# DataBricksのclusterをAMLにAttachする

In [11]:
from azureml.core import Workspace
from azureml.core.compute import DatabricksCompute, ComputeTarget

ws = Workspace.from_config("./config")

db_resource_group = "dp100"
db_workspace_name = "Databricks01"
# Access Token は DatabricksのUser Settingsから作成する
db_access_token = "dapi855095b836fa289bf1ecb757dcaaeb94"

db_compute_name = "mydbcluster001"
if db_compute_name not in ws.compute_targets:
    attach_config = DatabricksCompute.attach_configuration(
                                    resource_group=db_resource_group,
                                    workspace_name=db_workspace_name,
                                    access_token=db_access_token)

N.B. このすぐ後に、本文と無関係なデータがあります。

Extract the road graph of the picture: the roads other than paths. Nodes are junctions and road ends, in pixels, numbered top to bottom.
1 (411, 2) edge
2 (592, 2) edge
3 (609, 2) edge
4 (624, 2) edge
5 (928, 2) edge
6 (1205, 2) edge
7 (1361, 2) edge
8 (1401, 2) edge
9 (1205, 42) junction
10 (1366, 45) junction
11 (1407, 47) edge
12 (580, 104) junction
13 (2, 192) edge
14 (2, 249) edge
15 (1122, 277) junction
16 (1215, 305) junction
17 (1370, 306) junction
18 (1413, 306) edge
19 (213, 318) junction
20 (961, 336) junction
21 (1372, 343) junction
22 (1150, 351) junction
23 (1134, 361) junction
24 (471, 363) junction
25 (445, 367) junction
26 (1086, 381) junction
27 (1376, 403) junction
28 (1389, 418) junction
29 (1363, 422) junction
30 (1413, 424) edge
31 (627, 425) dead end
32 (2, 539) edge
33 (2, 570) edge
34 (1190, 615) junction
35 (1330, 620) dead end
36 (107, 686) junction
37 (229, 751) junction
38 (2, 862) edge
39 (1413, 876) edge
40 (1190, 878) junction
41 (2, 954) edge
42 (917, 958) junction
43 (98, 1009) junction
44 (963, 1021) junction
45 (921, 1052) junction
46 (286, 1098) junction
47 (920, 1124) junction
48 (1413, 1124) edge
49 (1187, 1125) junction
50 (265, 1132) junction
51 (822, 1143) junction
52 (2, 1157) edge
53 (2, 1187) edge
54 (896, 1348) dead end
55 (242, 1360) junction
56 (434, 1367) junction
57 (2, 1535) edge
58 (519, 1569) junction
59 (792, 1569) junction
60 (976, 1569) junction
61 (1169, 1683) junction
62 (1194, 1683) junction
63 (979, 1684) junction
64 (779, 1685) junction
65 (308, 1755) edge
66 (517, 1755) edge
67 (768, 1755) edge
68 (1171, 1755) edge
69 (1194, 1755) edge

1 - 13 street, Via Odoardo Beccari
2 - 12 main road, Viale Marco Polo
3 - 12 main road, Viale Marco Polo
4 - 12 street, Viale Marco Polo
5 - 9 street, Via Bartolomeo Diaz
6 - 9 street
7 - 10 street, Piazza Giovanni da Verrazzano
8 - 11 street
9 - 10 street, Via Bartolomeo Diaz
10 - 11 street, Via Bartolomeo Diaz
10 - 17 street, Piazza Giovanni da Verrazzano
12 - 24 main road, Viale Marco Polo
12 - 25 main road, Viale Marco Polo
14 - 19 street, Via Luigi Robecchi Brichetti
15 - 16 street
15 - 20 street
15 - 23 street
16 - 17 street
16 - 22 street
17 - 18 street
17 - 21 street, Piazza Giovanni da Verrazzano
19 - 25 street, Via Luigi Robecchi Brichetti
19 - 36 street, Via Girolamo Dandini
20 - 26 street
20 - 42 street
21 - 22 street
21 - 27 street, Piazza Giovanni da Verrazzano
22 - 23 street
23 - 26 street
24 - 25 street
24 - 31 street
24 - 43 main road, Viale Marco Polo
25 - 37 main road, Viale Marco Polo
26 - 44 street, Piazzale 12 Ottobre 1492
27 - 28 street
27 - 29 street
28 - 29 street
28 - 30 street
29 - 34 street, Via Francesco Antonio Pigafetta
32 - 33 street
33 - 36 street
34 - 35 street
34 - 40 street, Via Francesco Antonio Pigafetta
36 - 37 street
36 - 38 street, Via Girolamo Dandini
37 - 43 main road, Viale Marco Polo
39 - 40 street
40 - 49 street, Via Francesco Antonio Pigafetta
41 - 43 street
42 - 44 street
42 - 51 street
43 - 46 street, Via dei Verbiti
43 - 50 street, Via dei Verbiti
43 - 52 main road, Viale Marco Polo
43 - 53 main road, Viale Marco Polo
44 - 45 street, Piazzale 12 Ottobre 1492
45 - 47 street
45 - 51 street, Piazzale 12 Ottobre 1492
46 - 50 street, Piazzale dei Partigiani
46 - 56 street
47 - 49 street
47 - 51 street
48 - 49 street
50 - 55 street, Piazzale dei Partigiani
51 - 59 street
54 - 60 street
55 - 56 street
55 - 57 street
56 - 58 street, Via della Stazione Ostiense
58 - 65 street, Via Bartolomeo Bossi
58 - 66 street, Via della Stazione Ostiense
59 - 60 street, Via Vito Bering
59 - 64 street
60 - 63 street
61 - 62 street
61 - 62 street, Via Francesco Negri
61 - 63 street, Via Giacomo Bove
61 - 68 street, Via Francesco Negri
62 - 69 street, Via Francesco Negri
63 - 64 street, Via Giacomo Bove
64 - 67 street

    db_cluster = ComputeTarget.attach(ws, db_compute_name, attach_config)
    db_cluster.wait_for_completion(True)

else:
    db_cluster = ws.compute_targets[db_compute_name]

# 設定を行う

In [20]:
# ------------------------------------------------------
# Run the DatabricksStep as an AzureML Pipeline step
# ------------------------------------------------------
from azureml.core import Workspace

# Access the Workspace
ws = Workspace.from_config("./config")


# -----------------------------------------------------------------
# Create custom environment
# -----------------------------------------------------------------
from azureml.core import Environment
from azureml.core.environment import CondaDependencies

# Create the environment
myenv = Environment(name="MyEnvironment")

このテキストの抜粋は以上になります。